INPUT MATERIAL:
+++++

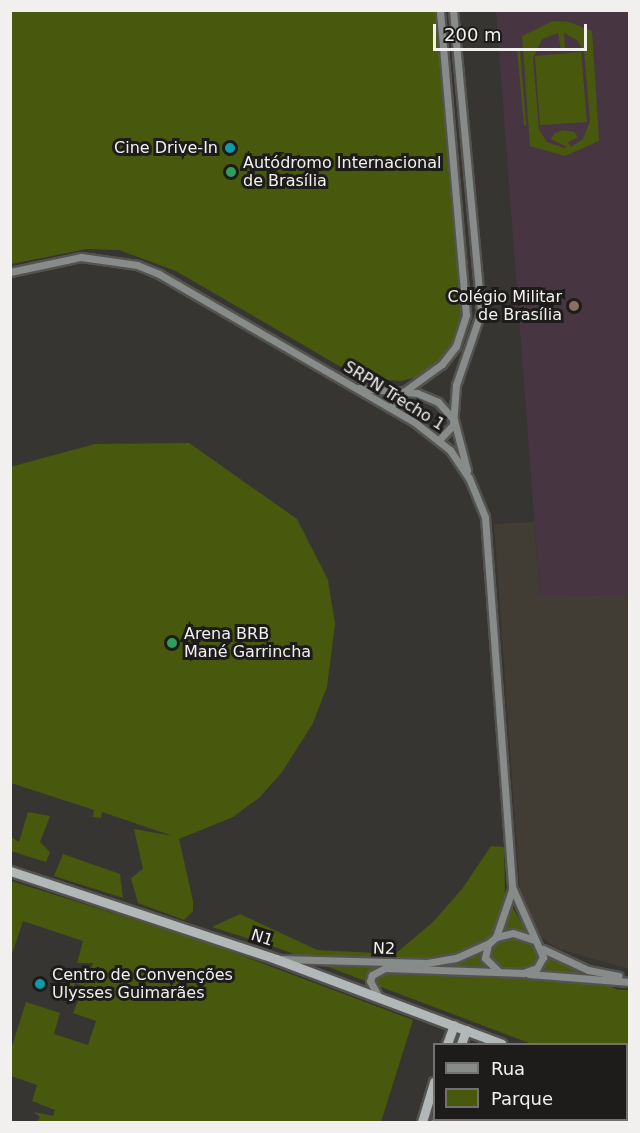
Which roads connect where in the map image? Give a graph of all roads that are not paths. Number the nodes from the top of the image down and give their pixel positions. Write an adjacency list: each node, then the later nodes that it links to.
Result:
1 (440, 10): 3 (main road)
2 (453, 10): 4 (main road)
3 (450, 112): 4 (main road); 5 (main road)
4 (462, 114): 6 (main road)
5 (451, 131): 6 (main road); 8 (main road)
6 (464, 145): 12 (main road)
7 (10, 272): 9 (main road, SRPN Trecho 1)
8 (416, 383): 10 (main road); 11 (main road)
9 (358, 388): 10 (main road); 13 (main road, SRPN Trecho 1)
10 (391, 390): 11 (main road)
11 (404, 391): 13 (main road); 14 (main road)
12 (455, 405): 14 (main road); 15 (main road)
13 (391, 407): 16 (main road, SRPN Trecho 1)
14 (453, 420): 15 (main road); 16 (main road)
15 (458, 434): 17 (main road)
16 (439, 440): 17 (main road, SRPN Trecho 1)
17 (469, 478): 19 (main road, SRPN Trecho 1)
18 (10, 871): 24 (highway, N1)
19 (512, 887): 20 (main road, SRPN Trecho 1); 21 (main road, SRPN Trecho 1)
20 (496, 937): 21 (main road); 22 (main road)
21 (537, 941): 23 (main road)
22 (488, 944): 24 (main road, N2); 25 (main road)
23 (543, 950): 26 (main road); 27 (main road)
24 (276, 959): 29 (highway, N1)
25 (499, 972): 26 (main road); 29 (main road, N2)
26 (523, 973): 28 (main road)
27 (630, 977)
28 (630, 982)
29 (379, 997): 30 (highway, N1)
30 (454, 1025): 31 (highway, N1); 32 (highway)
31 (466, 1030): 33 (highway); 34 (highway, N1)
32 (447, 1043)
33 (461, 1043)
34 (499, 1043)
35 (433, 1088): 36 (highway)
36 (422, 1122)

+++++

ASSIGNMENT: Give the data again word for word, without images.

SOLVED EXERCISE:
Which roads connect where in the map image? Give a graph of all roads that are not paths. Number the nodes from the top of the image down and give their pixel positions. Write an adjacency list: each node, then the later nodes that it links to.
Result:
1 (440, 10): 3 (main road)
2 (453, 10): 4 (main road)
3 (450, 112): 4 (main road); 5 (main road)
4 (462, 114): 6 (main road)
5 (451, 131): 6 (main road); 8 (main road)
6 (464, 145): 12 (main road)
7 (10, 272): 9 (main road, SRPN Trecho 1)
8 (416, 383): 10 (main road); 11 (main road)
9 (358, 388): 10 (main road); 13 (main road, SRPN Trecho 1)
10 (391, 390): 11 (main road)
11 (404, 391): 13 (main road); 14 (main road)
12 (455, 405): 14 (main road); 15 (main road)
13 (391, 407): 16 (main road, SRPN Trecho 1)
14 (453, 420): 15 (main road); 16 (main road)
15 (458, 434): 17 (main road)
16 (439, 440): 17 (main road, SRPN Trecho 1)
17 (469, 478): 19 (main road, SRPN Trecho 1)
18 (10, 871): 24 (highway, N1)
19 (512, 887): 20 (main road, SRPN Trecho 1); 21 (main road, SRPN Trecho 1)
20 (496, 937): 21 (main road); 22 (main road)
21 (537, 941): 23 (main road)
22 (488, 944): 24 (main road, N2); 25 (main road)
23 (543, 950): 26 (main road); 27 (main road)
24 (276, 959): 29 (highway, N1)
25 (499, 972): 26 (main road); 29 (main road, N2)
26 (523, 973): 28 (main road)
27 (630, 977)
28 (630, 982)
29 (379, 997): 30 (highway, N1)
30 (454, 1025): 31 (highway, N1); 32 (highway)
31 (466, 1030): 33 (highway); 34 (highway, N1)
32 (447, 1043)
33 (461, 1043)
34 (499, 1043)
35 (433, 1088): 36 (highway)
36 (422, 1122)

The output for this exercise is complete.